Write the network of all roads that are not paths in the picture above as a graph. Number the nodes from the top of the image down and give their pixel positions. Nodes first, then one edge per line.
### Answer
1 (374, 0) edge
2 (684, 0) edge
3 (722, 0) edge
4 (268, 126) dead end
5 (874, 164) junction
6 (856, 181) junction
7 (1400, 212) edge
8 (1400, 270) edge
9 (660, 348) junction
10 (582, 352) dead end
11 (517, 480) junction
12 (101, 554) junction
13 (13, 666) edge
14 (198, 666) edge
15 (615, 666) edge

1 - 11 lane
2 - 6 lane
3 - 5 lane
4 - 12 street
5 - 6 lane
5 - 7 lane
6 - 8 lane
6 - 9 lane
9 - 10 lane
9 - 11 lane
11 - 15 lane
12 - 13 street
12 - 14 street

++++

The full listing is to be copied verbatim.

Write the network of all roads that are not paths in the picture above as a graph. Number the nodes from the top of the image down and give their pixel positions. Nodes first, then one edge per line.
### Answer
1 (374, 0) edge
2 (684, 0) edge
3 (722, 0) edge
4 (268, 126) dead end
5 (874, 164) junction
6 (856, 181) junction
7 (1400, 212) edge
8 (1400, 270) edge
9 (660, 348) junction
10 (582, 352) dead end
11 (517, 480) junction
12 (101, 554) junction
13 (13, 666) edge
14 (198, 666) edge
15 (615, 666) edge

1 - 11 lane
2 - 6 lane
3 - 5 lane
4 - 12 street
5 - 6 lane
5 - 7 lane
6 - 8 lane
6 - 9 lane
9 - 10 lane
9 - 11 lane
11 - 15 lane
12 - 13 street
12 - 14 street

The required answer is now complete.